▶ WORK REQUIRED
Where a line in the records holds "that", count it once; return only the final number.

▶ Records contained in a dataset
——
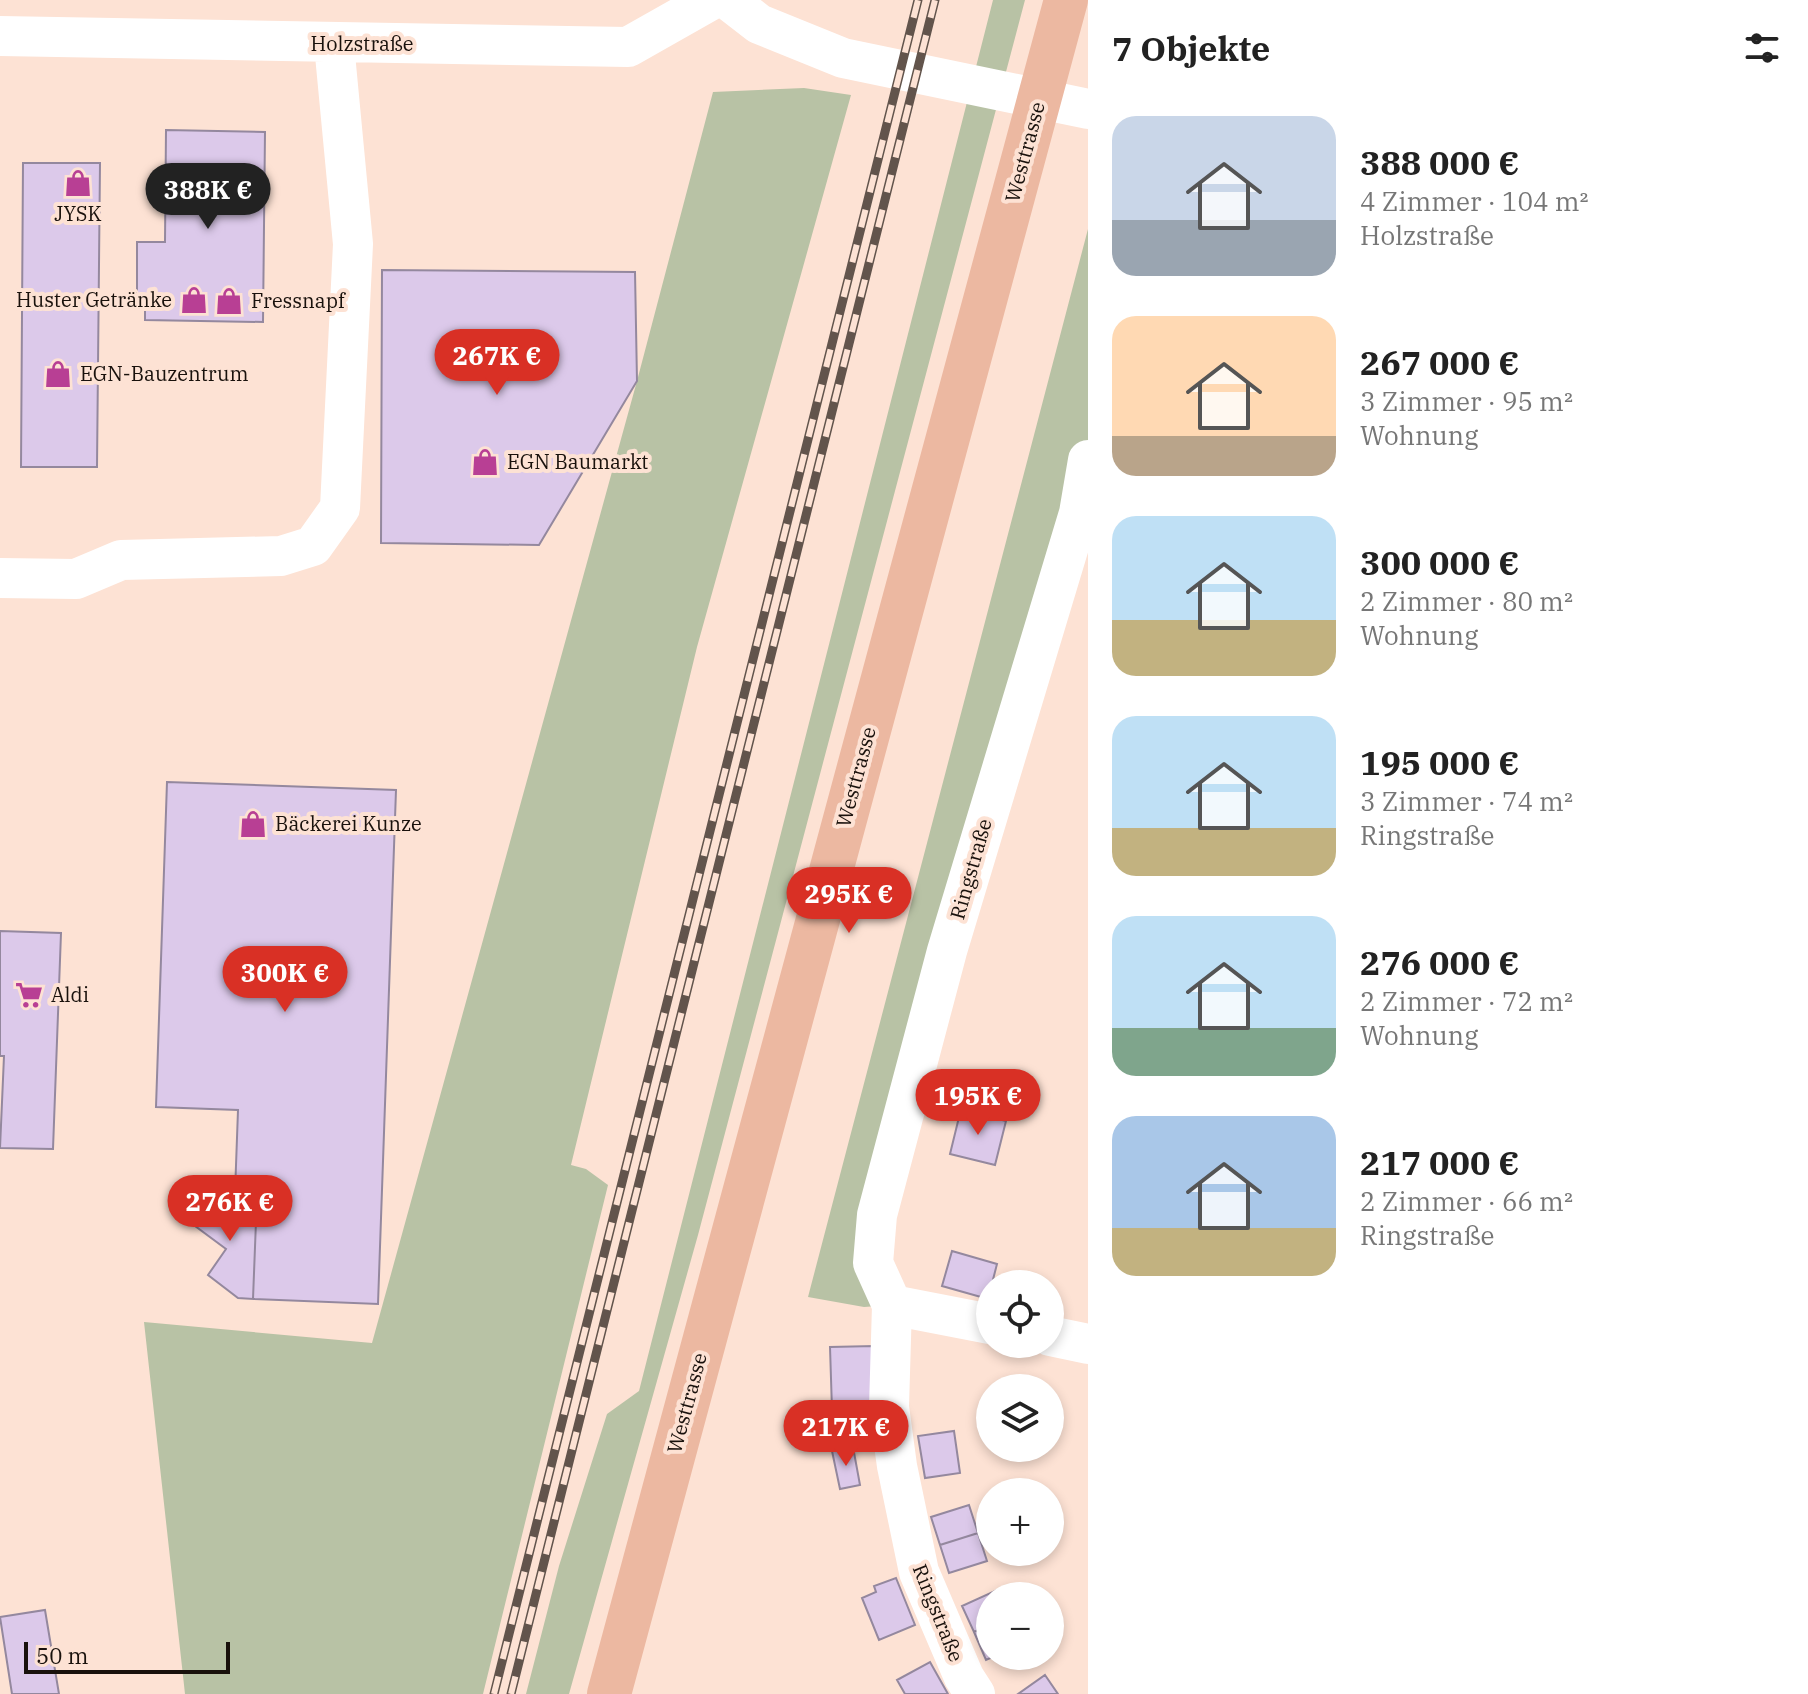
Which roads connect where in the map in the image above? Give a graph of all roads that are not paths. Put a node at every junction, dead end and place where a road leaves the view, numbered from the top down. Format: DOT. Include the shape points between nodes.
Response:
graph roads {
  1 [pos="711,0"];
  2 [pos="728,0"];
  3 [pos="1066,0"];
  4 [pos="0,36"];
  5 [pos="334,44"];
  6 [pos="1086,109"];
  7 [pos="1088,460"];
  8 [pos="0,578"];
  9 [pos="892,1305"];
  10 [pos="976,1321"];
  11 [pos="1064,1339"];
  12 [pos="1088,1344"];
  13 [pos="609,1694"];
  14 [pos="975,1694"];
  1 -- 5 [label="street, Holzstraße" via="628,47"];
  2 -- 6 [label="street" via="759,24 843,58"];
  3 -- 13 [label="main road, Westtrasse"];
  4 -- 5 [label="street, Holzstraße"];
  5 -- 8 [label="street" via="353,244 340,508 313,546 281,556 121,560 76,579"];
  7 -- 9 [label="street, Ringstraße" via="1079,513 959,909 877,1215 873,1263"];
  9 -- 10 [label="street"];
  9 -- 14 [label="street, Ringstraße" via="889,1407 919,1572"];
  11 -- 12 [label="street"];
}
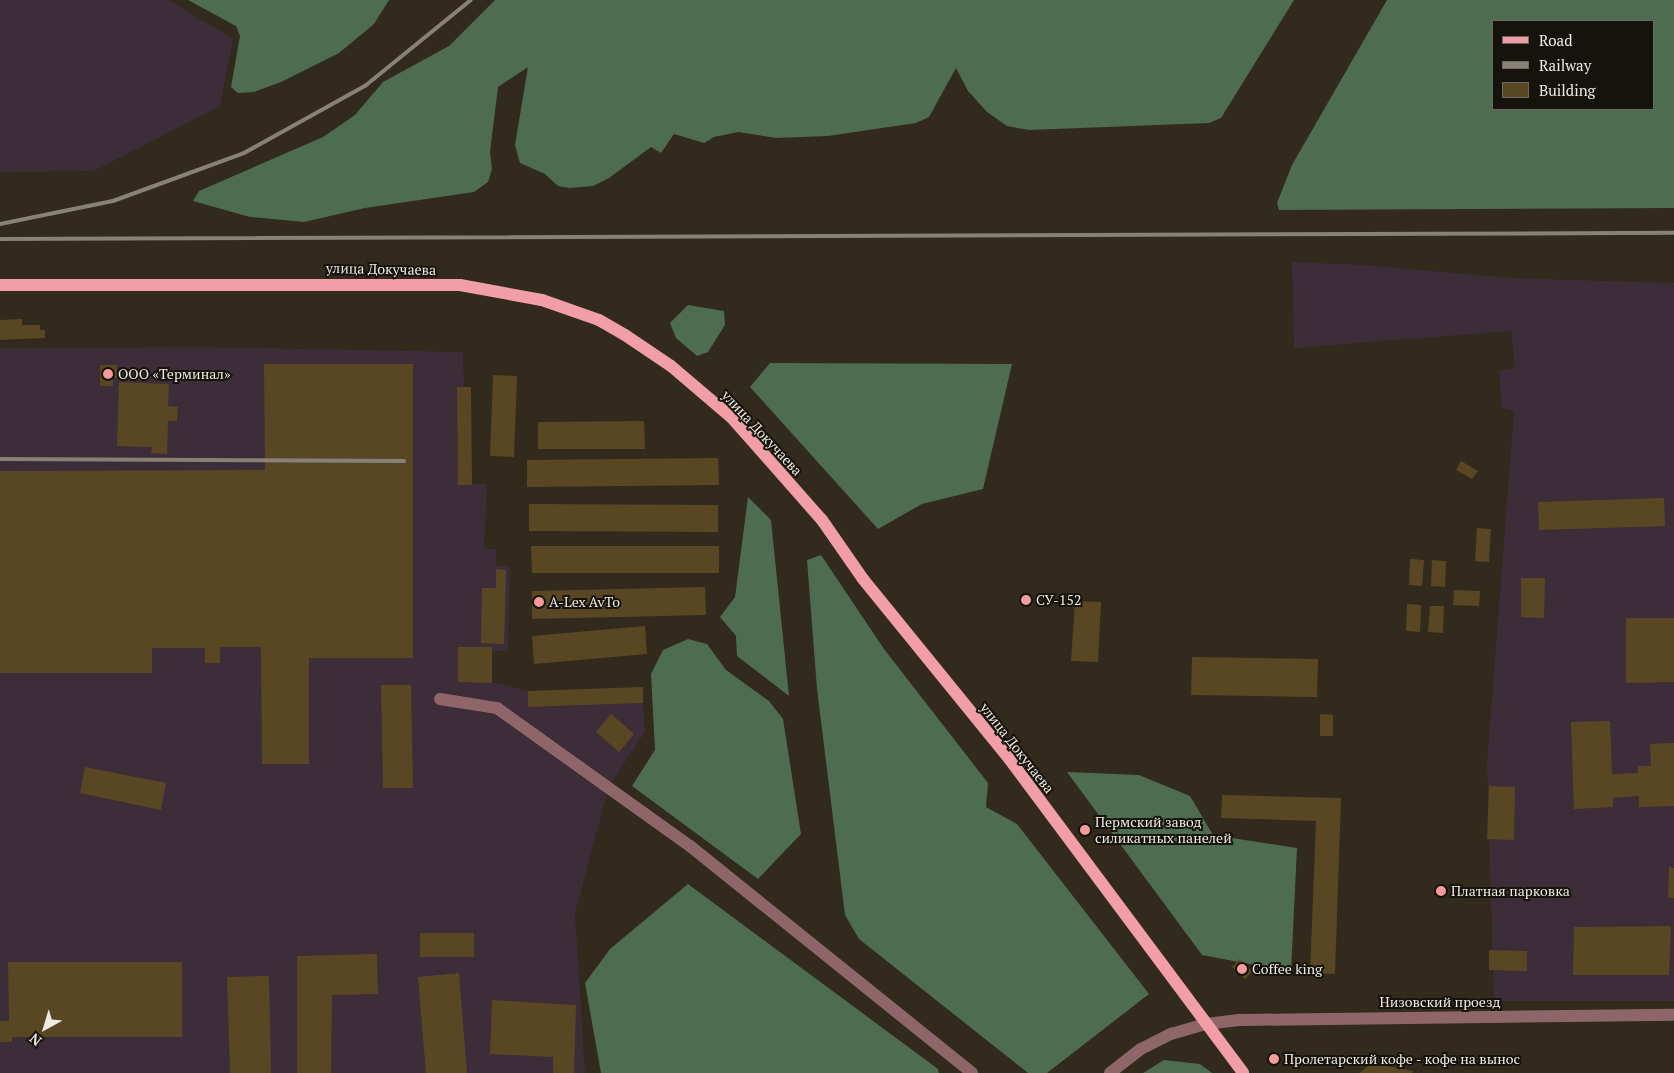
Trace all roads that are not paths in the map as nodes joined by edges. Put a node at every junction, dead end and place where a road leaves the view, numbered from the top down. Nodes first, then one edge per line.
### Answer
1 (0, 285) edge
2 (440, 699) dead end
3 (1674, 1014) edge
4 (1206, 1024) junction
5 (972, 1073) edge
6 (1110, 1073) edge
7 (1243, 1073) edge

1 - 4 main road, улица Докучаева
2 - 5 street
3 - 4 street, Низовский проезд
4 - 6 street, Низовский проезд
4 - 7 main road, улица Докучаева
——
▶ YOUR RESPONSE
2